» **Saved entries**
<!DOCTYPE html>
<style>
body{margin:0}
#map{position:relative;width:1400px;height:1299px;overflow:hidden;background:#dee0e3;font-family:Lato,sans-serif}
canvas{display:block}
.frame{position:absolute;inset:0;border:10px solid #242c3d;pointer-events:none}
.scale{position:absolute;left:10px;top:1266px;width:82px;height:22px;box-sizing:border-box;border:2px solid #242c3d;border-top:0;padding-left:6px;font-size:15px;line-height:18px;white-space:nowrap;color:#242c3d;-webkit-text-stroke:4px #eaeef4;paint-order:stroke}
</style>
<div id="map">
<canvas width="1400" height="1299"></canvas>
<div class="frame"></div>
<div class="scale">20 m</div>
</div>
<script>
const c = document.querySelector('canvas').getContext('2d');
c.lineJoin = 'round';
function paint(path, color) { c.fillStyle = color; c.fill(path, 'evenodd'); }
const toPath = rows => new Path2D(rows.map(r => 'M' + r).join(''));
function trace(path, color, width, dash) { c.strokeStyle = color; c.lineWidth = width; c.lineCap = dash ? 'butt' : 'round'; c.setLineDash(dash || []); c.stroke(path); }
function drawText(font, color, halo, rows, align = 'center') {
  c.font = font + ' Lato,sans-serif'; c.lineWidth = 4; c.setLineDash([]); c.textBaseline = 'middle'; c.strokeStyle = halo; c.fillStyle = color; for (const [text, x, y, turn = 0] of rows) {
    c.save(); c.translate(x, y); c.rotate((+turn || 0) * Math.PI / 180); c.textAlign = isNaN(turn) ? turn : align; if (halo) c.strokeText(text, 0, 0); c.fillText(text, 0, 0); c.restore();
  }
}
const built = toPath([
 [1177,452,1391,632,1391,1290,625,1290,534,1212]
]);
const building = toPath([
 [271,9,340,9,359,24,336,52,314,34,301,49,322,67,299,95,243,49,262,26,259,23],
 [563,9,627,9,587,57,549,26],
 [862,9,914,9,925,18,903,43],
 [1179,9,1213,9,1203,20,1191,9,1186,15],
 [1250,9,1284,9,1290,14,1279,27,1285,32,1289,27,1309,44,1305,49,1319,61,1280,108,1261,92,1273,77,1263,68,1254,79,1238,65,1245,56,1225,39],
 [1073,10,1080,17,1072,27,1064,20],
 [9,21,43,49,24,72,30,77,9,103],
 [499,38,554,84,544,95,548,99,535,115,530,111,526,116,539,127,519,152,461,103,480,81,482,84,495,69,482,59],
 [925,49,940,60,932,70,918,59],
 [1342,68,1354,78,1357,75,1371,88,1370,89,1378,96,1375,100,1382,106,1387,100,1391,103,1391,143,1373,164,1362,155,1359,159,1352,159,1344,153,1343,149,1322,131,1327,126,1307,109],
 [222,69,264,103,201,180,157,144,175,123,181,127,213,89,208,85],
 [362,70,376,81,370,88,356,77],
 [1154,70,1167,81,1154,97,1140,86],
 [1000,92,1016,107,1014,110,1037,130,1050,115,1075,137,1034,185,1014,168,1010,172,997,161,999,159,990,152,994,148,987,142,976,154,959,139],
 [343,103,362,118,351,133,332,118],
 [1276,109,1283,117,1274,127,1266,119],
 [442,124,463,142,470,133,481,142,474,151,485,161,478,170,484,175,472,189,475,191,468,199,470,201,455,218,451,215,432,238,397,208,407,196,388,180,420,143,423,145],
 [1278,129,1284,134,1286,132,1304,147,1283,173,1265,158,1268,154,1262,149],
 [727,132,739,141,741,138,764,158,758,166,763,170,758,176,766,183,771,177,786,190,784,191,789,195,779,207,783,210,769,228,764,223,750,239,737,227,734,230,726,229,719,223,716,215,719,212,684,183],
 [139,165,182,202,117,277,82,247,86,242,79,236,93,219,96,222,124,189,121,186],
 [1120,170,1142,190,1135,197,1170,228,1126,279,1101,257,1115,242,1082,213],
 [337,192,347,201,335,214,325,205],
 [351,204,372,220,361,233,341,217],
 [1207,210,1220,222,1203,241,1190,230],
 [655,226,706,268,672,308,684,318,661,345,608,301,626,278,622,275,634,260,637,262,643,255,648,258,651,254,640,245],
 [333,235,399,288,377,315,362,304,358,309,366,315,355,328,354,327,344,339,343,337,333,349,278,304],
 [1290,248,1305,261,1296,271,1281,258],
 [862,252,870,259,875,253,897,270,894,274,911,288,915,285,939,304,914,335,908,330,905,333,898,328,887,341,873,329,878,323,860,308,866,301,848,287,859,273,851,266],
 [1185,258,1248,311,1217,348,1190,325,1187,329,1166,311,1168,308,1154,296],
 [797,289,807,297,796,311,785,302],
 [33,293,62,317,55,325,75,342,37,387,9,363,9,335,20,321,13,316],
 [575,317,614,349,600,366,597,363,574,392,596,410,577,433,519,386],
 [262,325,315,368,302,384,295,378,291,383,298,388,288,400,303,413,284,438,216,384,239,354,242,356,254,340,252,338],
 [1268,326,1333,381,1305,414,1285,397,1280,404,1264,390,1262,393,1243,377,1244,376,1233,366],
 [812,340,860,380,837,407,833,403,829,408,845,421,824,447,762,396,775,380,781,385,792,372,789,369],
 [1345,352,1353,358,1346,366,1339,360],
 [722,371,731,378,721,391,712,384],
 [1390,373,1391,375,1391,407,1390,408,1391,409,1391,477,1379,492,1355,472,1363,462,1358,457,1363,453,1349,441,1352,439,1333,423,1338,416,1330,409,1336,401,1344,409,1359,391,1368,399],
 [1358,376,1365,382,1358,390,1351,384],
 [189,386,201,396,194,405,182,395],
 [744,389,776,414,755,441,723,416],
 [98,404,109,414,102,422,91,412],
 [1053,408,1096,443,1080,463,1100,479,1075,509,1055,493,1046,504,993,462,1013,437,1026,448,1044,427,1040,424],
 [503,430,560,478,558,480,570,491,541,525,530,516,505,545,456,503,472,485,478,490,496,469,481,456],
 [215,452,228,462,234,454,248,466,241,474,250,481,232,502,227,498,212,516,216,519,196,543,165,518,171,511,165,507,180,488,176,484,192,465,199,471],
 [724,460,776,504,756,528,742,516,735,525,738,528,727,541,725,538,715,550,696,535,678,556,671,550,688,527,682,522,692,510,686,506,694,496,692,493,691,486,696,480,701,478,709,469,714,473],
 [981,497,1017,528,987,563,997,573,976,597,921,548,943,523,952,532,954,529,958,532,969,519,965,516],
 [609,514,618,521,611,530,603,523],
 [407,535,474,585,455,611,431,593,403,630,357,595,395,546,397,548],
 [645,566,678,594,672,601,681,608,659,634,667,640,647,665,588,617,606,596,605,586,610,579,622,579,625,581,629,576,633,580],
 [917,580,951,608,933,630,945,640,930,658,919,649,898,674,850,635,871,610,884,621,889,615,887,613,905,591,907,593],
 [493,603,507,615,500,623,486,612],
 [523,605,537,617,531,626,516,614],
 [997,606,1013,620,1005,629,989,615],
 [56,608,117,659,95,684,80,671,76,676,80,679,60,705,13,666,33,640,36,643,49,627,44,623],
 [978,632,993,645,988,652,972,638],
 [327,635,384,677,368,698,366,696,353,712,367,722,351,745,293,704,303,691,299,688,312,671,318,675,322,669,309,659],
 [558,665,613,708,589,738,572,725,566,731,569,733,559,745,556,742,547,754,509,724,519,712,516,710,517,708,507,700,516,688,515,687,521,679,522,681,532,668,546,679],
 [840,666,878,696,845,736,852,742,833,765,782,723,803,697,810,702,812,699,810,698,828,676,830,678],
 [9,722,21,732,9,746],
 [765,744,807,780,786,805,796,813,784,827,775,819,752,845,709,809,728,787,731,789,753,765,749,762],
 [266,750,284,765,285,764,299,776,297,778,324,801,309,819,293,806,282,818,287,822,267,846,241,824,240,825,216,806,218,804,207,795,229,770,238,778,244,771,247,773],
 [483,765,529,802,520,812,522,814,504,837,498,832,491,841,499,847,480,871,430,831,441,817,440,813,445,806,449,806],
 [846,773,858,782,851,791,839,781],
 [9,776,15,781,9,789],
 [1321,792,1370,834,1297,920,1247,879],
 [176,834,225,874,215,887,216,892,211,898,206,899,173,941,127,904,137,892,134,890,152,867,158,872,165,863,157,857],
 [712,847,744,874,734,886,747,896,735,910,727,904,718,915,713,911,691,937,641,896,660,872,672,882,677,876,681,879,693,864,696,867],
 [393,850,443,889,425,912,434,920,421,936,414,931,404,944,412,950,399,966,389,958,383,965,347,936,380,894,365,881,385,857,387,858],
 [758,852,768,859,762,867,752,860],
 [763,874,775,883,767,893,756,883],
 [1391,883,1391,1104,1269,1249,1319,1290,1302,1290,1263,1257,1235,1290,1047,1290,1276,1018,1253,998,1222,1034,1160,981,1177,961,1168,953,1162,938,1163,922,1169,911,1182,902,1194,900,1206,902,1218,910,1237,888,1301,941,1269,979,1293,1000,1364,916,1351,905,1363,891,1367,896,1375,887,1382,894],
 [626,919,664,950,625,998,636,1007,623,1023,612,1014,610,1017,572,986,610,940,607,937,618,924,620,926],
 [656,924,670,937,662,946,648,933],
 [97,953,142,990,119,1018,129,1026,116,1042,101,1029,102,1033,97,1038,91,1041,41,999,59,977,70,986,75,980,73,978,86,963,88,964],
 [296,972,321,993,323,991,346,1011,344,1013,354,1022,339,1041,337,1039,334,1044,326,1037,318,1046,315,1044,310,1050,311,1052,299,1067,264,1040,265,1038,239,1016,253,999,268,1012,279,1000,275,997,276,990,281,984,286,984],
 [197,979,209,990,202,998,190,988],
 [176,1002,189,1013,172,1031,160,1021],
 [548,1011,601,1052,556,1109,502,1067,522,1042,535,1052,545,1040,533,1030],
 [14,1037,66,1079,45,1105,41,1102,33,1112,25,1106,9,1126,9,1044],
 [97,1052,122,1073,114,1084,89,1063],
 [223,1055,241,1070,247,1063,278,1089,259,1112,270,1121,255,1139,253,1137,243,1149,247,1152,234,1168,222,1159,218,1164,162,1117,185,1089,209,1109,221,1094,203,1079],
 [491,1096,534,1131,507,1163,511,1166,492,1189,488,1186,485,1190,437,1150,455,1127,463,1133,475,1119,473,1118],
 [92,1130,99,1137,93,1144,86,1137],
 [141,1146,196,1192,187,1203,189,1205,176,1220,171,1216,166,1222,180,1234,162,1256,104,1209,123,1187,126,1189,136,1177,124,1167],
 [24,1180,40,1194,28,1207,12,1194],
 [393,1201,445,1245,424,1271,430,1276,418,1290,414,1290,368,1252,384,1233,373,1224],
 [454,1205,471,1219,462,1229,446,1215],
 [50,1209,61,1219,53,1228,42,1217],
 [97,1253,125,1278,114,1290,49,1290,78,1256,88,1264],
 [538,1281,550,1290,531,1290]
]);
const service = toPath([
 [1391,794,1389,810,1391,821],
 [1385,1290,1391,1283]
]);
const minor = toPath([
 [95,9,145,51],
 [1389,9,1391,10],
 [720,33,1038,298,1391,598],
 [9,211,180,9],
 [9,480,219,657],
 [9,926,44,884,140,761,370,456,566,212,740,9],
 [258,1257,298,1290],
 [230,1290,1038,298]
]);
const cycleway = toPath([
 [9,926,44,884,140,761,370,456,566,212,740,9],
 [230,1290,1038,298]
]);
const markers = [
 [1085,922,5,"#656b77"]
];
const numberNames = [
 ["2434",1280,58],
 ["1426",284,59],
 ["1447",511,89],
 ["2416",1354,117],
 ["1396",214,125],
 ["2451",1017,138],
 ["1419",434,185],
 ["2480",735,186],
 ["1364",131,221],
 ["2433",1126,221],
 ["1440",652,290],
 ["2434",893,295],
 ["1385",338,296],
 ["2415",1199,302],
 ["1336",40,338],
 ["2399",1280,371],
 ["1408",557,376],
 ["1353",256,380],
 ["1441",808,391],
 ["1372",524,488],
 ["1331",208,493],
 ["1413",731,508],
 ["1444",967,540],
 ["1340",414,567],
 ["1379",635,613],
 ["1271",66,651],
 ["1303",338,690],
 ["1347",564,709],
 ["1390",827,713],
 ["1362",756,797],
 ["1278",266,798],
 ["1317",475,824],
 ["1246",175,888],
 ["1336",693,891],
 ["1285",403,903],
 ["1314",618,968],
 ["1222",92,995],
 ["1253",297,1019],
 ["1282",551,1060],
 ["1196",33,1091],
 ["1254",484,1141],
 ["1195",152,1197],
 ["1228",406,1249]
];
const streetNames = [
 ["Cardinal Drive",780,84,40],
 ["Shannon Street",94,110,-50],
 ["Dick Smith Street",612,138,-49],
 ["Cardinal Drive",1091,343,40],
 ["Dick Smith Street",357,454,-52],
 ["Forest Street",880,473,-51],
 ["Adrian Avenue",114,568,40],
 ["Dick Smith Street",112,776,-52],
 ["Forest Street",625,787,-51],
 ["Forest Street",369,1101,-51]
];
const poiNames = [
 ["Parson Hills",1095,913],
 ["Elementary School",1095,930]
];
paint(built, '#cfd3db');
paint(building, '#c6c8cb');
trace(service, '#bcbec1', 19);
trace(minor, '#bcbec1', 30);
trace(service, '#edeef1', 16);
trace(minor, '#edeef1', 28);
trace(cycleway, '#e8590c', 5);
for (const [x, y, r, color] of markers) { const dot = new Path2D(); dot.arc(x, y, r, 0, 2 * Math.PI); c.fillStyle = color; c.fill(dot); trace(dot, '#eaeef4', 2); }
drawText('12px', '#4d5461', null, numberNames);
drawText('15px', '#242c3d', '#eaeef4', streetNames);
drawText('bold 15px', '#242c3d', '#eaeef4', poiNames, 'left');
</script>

» **Problem statement**
Set down exactly the lines from the start of the records to the line with "function drawText(font, color, halo, rows, align". Include that line, and add nothing more.

» **Output of the task**
<!DOCTYPE html>
<style>
body{margin:0}
#map{position:relative;width:1400px;height:1299px;overflow:hidden;background:#dee0e3;font-family:Lato,sans-serif}
canvas{display:block}
.frame{position:absolute;inset:0;border:10px solid #242c3d;pointer-events:none}
.scale{position:absolute;left:10px;top:1266px;width:82px;height:22px;box-sizing:border-box;border:2px solid #242c3d;border-top:0;padding-left:6px;font-size:15px;line-height:18px;white-space:nowrap;color:#242c3d;-webkit-text-stroke:4px #eaeef4;paint-order:stroke}
</style>
<div id="map">
<canvas width="1400" height="1299"></canvas>
<div class="frame"></div>
<div class="scale">20 m</div>
</div>
<script>
const c = document.querySelector('canvas').getContext('2d');
c.lineJoin = 'round';
function paint(path, color) { c.fillStyle = color; c.fill(path, 'evenodd'); }
const toPath = rows => new Path2D(rows.map(r => 'M' + r).join(''));
function trace(path, color, width, dash) { c.strokeStyle = color; c.lineWidth = width; c.lineCap = dash ? 'butt' : 'round'; c.setLineDash(dash || []); c.stroke(path); }
function drawText(font, color, halo, rows, align = 'center') {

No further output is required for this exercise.